**Exercise requirements**
Would you please output the lines from the one holding "Road topology of" to the end of the entries, exactly and with no others?

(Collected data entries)
::::::::::
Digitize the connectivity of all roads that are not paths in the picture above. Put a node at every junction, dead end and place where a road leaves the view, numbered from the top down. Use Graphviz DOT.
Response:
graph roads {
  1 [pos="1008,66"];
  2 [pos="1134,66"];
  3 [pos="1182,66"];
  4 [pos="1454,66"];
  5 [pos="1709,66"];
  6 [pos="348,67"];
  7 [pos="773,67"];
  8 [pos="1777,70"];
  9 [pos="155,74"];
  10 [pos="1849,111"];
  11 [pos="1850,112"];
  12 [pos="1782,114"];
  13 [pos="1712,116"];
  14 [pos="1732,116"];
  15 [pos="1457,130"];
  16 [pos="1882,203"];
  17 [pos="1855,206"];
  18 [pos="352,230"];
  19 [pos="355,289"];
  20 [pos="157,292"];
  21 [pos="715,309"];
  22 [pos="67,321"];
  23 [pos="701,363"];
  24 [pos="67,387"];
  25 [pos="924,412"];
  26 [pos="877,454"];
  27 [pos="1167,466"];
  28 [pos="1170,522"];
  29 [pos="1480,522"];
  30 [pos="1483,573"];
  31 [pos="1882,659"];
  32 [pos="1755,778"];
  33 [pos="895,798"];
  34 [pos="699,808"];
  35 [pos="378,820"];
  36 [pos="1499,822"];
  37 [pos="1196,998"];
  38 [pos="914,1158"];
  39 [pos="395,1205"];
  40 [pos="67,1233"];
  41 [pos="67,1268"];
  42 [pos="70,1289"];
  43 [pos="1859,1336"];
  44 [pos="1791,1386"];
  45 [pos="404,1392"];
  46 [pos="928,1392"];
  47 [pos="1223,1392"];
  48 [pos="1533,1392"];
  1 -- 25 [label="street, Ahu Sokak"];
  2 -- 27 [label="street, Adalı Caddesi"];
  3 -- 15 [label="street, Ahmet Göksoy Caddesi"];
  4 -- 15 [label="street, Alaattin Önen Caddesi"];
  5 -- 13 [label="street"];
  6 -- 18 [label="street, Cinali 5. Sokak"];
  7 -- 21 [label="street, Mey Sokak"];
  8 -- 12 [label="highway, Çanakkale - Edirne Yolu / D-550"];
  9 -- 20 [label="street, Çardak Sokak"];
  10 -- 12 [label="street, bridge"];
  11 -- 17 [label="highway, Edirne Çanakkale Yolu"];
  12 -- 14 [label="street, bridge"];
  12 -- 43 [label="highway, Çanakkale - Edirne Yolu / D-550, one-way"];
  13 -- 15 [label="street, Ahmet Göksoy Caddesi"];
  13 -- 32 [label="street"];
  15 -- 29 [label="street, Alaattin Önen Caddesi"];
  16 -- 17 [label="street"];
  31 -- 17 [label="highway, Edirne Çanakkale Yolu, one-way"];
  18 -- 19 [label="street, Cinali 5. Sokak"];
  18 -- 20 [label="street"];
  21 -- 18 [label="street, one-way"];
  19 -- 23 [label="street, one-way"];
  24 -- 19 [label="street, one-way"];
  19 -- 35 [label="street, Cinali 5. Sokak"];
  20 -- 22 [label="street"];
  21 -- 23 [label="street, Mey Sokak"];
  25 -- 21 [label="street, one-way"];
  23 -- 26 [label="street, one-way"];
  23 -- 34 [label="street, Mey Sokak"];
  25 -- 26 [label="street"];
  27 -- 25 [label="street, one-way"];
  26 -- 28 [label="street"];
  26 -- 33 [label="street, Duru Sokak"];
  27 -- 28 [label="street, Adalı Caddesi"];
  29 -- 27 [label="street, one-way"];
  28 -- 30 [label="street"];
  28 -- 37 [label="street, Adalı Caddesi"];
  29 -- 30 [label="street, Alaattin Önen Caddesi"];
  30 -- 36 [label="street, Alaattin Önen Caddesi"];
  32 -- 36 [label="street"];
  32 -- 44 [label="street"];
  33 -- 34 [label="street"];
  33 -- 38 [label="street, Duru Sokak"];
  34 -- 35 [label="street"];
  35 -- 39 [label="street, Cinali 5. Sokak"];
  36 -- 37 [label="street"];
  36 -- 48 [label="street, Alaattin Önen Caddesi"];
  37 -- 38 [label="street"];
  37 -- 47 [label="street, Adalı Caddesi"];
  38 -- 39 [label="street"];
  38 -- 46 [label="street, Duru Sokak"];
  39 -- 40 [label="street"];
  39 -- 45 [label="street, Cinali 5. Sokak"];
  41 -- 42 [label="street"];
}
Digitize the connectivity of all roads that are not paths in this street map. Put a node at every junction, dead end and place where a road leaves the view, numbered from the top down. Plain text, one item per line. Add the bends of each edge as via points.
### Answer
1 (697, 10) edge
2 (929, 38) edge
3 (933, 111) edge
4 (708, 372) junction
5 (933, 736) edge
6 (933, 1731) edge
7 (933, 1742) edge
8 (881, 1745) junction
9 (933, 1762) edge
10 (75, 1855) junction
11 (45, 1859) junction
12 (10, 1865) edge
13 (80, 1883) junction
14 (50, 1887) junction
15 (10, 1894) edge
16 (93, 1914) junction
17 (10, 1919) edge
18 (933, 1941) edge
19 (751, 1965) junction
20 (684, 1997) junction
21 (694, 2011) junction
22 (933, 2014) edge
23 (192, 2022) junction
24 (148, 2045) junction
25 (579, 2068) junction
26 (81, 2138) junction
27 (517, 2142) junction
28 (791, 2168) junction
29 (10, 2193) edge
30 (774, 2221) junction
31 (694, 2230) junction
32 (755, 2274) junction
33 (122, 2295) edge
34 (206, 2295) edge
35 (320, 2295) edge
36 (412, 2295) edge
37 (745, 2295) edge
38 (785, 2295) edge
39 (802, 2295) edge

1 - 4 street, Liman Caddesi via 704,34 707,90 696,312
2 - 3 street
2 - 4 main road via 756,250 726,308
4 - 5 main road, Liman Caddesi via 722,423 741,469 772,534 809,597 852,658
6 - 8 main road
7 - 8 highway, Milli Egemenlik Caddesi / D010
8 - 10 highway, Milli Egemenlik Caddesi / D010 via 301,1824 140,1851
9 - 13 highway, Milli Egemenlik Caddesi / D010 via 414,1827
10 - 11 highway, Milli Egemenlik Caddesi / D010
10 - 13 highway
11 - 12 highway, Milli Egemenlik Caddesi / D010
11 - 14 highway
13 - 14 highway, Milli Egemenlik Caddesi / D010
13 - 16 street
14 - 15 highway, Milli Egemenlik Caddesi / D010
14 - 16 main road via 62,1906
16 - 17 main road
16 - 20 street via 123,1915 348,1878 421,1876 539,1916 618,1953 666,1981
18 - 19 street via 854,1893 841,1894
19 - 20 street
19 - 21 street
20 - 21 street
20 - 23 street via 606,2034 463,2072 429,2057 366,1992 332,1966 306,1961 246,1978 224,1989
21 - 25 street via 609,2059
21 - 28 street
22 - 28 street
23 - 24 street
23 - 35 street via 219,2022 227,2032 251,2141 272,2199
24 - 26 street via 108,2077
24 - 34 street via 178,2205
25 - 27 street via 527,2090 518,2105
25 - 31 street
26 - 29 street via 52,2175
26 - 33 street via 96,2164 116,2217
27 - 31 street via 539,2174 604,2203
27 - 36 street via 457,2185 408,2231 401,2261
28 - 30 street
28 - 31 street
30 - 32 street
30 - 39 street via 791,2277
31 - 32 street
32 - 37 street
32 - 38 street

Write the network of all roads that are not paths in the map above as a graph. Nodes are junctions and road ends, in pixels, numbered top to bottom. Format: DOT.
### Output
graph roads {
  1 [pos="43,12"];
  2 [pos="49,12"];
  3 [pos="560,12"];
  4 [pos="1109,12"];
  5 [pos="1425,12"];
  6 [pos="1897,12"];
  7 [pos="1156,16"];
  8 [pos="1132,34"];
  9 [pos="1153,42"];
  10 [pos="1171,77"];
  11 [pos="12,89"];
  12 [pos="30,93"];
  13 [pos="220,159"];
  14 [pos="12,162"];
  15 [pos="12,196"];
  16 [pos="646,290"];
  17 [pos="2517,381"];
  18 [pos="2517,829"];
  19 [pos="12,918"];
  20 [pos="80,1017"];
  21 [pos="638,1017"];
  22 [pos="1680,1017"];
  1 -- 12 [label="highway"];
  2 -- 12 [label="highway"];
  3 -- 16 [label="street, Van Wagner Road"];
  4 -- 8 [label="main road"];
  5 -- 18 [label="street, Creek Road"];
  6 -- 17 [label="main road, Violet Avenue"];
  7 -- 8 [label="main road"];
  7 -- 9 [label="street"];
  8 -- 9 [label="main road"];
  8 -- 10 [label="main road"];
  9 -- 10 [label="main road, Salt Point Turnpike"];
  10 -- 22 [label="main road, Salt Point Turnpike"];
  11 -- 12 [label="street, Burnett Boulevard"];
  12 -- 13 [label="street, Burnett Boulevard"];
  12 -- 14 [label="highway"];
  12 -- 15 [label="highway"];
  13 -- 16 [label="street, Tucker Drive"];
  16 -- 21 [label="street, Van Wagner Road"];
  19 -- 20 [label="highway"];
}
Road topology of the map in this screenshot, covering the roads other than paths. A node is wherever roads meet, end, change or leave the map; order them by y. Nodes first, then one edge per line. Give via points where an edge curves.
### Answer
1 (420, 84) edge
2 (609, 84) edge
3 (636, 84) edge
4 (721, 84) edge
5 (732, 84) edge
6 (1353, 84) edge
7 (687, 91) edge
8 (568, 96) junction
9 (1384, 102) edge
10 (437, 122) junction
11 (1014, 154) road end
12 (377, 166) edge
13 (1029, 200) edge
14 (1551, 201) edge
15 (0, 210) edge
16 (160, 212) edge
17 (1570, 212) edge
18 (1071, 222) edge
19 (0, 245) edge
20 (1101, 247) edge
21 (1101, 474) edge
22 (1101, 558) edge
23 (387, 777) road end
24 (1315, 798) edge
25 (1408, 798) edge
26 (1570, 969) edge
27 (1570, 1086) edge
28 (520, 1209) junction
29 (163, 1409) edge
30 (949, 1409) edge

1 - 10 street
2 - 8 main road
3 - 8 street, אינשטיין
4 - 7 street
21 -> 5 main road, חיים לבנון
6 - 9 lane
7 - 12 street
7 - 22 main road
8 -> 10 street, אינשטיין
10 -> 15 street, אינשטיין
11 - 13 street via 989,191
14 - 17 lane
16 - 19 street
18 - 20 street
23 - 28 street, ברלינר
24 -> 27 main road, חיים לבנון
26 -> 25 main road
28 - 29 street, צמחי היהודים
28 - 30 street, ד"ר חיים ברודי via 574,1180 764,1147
::::::::::
**Output for this task**
Road topology of the map in this screenshot, covering the roads other than paths. A node is wherever roads meet, end, change or leave the map; order them by y. Nodes first, then one edge per line. Give via points where an edge curves.
### Answer
1 (420, 84) edge
2 (609, 84) edge
3 (636, 84) edge
4 (721, 84) edge
5 (732, 84) edge
6 (1353, 84) edge
7 (687, 91) edge
8 (568, 96) junction
9 (1384, 102) edge
10 (437, 122) junction
11 (1014, 154) road end
12 (377, 166) edge
13 (1029, 200) edge
14 (1551, 201) edge
15 (0, 210) edge
16 (160, 212) edge
17 (1570, 212) edge
18 (1071, 222) edge
19 (0, 245) edge
20 (1101, 247) edge
21 (1101, 474) edge
22 (1101, 558) edge
23 (387, 777) road end
24 (1315, 798) edge
25 (1408, 798) edge
26 (1570, 969) edge
27 (1570, 1086) edge
28 (520, 1209) junction
29 (163, 1409) edge
30 (949, 1409) edge

1 - 10 street
2 - 8 main road
3 - 8 street, אינשטיין
4 - 7 street
21 -> 5 main road, חיים לבנון
6 - 9 lane
7 - 12 street
7 - 22 main road
8 -> 10 street, אינשטיין
10 -> 15 street, אינשטיין
11 - 13 street via 989,191
14 - 17 lane
16 - 19 street
18 - 20 street
23 - 28 street, ברלינר
24 -> 27 main road, חיים לבנון
26 -> 25 main road
28 - 29 street, צמחי היהודים
28 - 30 street, ד"ר חיים ברודי via 574,1180 764,1147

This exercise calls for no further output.